I was not under the impression that he was actively fighting during the Great War (WWI), he would have been 78 years old when it ended, so I knew that he would have served in the capacity of his specific expertise and vast prior military experience. It shows that he was still in the service during the Spanish - American War (1898), do you know if he had an active part in that War as well as the Filipino - American War which took place just after it (1899 - 1902)?. Just curious....

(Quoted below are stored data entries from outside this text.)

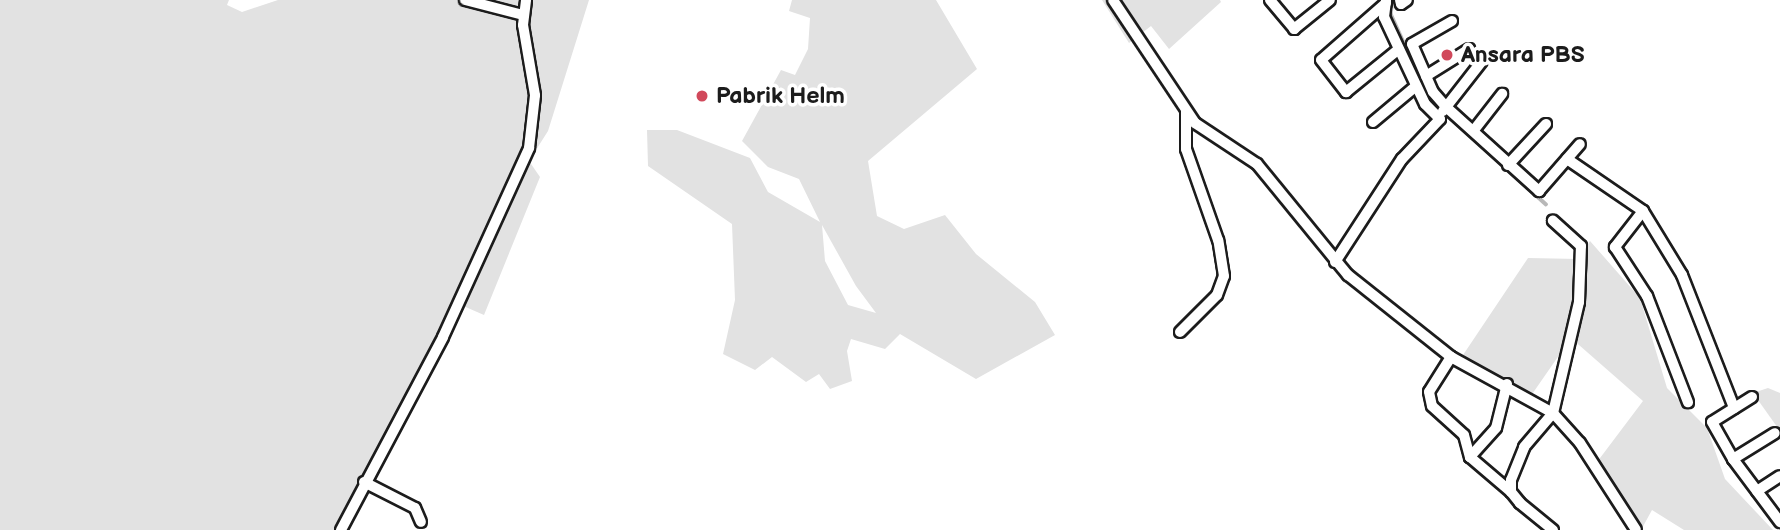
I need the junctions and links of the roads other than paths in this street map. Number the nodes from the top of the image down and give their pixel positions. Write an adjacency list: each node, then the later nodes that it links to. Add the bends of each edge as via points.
1 (465, 0): 7 (street)
2 (526, 0): 7 (street)
3 (1113, 0): 16 (street)
4 (1270, 0): 5 (street, via 1294,29)
5 (1330, 0)
6 (1387, 1): 9 (street, via 1384,17); 9 (street, via 1321,60 1346,92)
7 (523, 15): 38 (street, via 535,95 529,148 460,301)
8 (1452, 21): 12 (street, via 1412,44)
9 (1399, 49): 13 (street)
10 (1469, 49): 12 (street)
11 (1482, 61): 15 (street)
12 (1426, 76): 15 (street)
13 (1416, 86): 17 (street, via 1424,104); 18 (street)
14 (1502, 94): 20 (street)
15 (1446, 106): 17 (street); 20 (street)
16 (1186, 111): 26 (street, via 1195,123 1257,164); 27 (street, via 1186,149 1218,240 1224,276 1217,295)
17 (1440, 119): 26 (street, via 1402,159)
18 (1373, 122)
19 (1546, 124): 23 (street)
20 (1474, 130): 23 (street)
21 (1580, 144): 22 (street)
22 (1567, 159): 23 (street, via 1539,191); 24 (street)
23 (1508, 165)
24 (1643, 211): 31 (street, via 1615,247 1647,296); 32 (street, via 1682,275)
25 (1553, 221): 33 (street, via 1581,246 1578,302)
26 (1335, 262): 28 (street)
27 (1180, 332)
28 (1451, 357): 29 (street); 35 (street, via 1429,393 1432,406 1464,435)
29 (1507, 384): 33 (street); 35 (street, via 1496,428)
30 (1752, 397): 32 (street)
31 (1688, 402)
32 (1734, 408): 36 (street, via 1712,422)
33 (1553, 413): 40 (street, via 1524,447); 45 (street, via 1580,443)
34 (1775, 433): 36 (street)
35 (1470, 457): 40 (street)
36 (1732, 459): 39 (street)
37 (1780, 476): 39 (street)
38 (365, 482): 41 (street, via 415,508); 43 (street)
39 (1757, 491): 42 (street)
40 (1511, 492): 44 (street)
41 (421, 522)
42 (1780, 522)
43 (341, 530)
44 (1553, 530)
45 (1636, 530)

I would imagine that nearly all of the Civil War veterans who were still living during the Great War (WWI), would have felt quite dated and out of their element regarding war tactics and strategy in comparing how they fought the Civil War and how the Great War was being fought with all of the "firsts" of war appearing for the first time in history, regarding some of the things that I mentioned in post #12 in this OP. I believe that their generation had to have seen the most change in their lifetimes coming from a time of simplicity and modest technology to the turn of the 20th Century where man took his first flight, electricity replacing oil lamps in large population centers, the industrial revolution, automobiles being massed produced and war being waged on a world stage for the first time with all of the inhumanity that was introduced such as chemical weapons and poison gas. The next generation to have witnessed such change were their children and grandchildren who were the ones who fought in WWII with the atomic bomb, the invent of the Jet engine, the space race, man orbiting the earth for the first time, man landing on the moon, aircraft breaking the sound barrier, the invent of global commercial air travel, cars reaching the speed of 200 miles per hour, television being placed in the home, computers being introduced and the internet changing life dramatically allowing immediate access of information to be obtained at the click of a mouse.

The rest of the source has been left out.